Они прошли мимо него и влились в поток людей, которые двигались к темному подъезду театра.

Оранжевое пламя большой коптилки, похожей на факел, отражалось в зеркальных стеклах дверей, освещало низенькую круглую фигуру контролера, он был в ливрее, шитой галуном, стоял без шапки, седой, и на этой черной ливрее важно блестел георгиевский крест, а рядом стоял ящик с песком и ведро. Только когда они подошли к нему и Казанцев протянул контролеру билет, то понял, почему он такой толстый: под ливреей у него была надета телогрейка. Он оторвал от билета и сказал:

— Пожалуйте.

Он говорил так всем, и выходило это у него четко, как команда, и в то же время весело, словно он приглашал людей в большую столовую, где всех ждет огромный стол с самой настоящей едой.
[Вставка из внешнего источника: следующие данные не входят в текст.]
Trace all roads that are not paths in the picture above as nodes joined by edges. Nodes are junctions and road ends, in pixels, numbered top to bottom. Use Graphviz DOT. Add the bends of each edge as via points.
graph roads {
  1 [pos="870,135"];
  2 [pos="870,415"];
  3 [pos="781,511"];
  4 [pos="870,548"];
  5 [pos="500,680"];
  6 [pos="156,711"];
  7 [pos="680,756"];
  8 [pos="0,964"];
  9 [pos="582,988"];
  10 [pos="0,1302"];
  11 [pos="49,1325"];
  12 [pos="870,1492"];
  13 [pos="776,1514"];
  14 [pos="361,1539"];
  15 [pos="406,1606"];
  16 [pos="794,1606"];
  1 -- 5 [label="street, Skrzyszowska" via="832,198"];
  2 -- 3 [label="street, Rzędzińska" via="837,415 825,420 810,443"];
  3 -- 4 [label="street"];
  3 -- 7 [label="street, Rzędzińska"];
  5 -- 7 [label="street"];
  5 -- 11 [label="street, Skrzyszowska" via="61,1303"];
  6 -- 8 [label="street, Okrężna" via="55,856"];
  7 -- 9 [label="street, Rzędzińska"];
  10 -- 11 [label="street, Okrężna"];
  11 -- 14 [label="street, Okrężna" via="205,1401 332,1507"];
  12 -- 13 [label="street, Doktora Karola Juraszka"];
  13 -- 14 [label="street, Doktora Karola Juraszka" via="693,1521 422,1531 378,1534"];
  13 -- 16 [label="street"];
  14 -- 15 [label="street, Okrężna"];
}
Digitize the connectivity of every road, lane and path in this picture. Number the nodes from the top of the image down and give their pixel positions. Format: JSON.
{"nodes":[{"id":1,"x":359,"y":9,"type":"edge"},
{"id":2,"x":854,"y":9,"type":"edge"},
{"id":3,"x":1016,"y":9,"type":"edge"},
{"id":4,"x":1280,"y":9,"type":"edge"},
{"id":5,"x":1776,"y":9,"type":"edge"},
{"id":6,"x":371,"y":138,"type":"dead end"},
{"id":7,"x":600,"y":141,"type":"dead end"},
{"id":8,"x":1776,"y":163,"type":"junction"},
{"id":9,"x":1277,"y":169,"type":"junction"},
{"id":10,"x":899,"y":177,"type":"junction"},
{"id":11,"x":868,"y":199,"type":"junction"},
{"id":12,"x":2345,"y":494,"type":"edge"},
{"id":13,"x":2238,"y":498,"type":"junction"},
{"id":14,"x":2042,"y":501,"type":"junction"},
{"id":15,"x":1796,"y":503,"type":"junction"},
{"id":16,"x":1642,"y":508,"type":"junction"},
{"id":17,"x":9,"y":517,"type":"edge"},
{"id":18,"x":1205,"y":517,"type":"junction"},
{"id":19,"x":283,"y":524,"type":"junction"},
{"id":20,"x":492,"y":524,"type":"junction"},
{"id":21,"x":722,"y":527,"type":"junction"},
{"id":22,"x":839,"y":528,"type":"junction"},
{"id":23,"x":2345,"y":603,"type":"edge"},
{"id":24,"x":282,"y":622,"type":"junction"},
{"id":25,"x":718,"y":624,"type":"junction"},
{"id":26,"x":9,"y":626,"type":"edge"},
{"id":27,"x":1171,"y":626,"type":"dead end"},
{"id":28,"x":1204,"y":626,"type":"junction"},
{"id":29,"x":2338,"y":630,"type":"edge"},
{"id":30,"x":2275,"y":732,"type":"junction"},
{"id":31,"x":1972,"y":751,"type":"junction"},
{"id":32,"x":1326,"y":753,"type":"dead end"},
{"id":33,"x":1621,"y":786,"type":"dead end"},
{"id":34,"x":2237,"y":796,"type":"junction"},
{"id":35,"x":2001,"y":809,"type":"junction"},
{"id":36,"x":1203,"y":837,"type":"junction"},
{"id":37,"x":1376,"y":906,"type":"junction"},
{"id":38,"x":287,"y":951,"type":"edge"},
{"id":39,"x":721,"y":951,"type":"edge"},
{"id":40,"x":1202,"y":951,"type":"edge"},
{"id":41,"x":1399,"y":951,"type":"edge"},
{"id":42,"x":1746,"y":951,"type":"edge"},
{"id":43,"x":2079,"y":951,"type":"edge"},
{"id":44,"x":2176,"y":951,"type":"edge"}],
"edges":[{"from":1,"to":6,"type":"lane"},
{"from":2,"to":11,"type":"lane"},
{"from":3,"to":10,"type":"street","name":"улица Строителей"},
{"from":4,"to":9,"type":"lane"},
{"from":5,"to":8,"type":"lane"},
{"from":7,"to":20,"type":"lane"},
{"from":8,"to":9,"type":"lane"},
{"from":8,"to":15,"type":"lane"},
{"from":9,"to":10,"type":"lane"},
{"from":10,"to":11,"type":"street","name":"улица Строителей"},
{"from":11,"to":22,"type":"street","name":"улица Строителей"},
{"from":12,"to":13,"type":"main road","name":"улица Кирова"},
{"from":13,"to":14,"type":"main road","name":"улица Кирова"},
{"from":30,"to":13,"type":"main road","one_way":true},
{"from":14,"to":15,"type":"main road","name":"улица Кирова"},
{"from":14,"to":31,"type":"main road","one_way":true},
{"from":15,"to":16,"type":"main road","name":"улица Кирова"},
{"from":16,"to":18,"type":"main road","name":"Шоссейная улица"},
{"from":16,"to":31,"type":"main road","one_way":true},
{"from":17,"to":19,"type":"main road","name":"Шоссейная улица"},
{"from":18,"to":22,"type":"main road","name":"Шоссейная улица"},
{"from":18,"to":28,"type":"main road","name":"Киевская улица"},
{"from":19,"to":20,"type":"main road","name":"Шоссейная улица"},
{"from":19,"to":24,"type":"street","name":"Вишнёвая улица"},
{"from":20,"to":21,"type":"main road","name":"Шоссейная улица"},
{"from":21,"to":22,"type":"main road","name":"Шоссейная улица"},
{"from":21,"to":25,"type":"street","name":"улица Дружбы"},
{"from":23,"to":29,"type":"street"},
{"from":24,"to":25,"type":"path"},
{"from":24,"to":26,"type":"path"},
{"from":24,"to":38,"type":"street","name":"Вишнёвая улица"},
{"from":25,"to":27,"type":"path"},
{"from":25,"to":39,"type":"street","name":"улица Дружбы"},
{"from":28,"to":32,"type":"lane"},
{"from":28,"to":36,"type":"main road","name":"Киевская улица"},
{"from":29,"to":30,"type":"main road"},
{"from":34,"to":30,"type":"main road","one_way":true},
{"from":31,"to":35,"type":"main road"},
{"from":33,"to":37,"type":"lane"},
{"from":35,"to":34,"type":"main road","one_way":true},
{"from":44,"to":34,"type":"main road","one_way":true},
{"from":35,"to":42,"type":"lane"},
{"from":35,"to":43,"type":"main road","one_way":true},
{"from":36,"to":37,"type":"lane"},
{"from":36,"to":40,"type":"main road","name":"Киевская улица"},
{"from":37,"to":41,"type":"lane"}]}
Казанцеву это понравилось, он ответил вежливо:

— Спасибо.

Тогда контролер неожиданно гаркнул:

— Здравия желаю!

Вокруг рассмеялись, Казанцев удивленно оглянулся, увидел солдат, моряков, их смеющиеся лица, освещенные оранжевым огнем, и понял, чему удивился: он слишком давно не слышал, как смеялись люди, и подумал о контролере, что он, наверное, очень хороший старик, а может быть, даже это актер и его специально поставили сюда, чтобы зрители приходили на оперетту веселыми.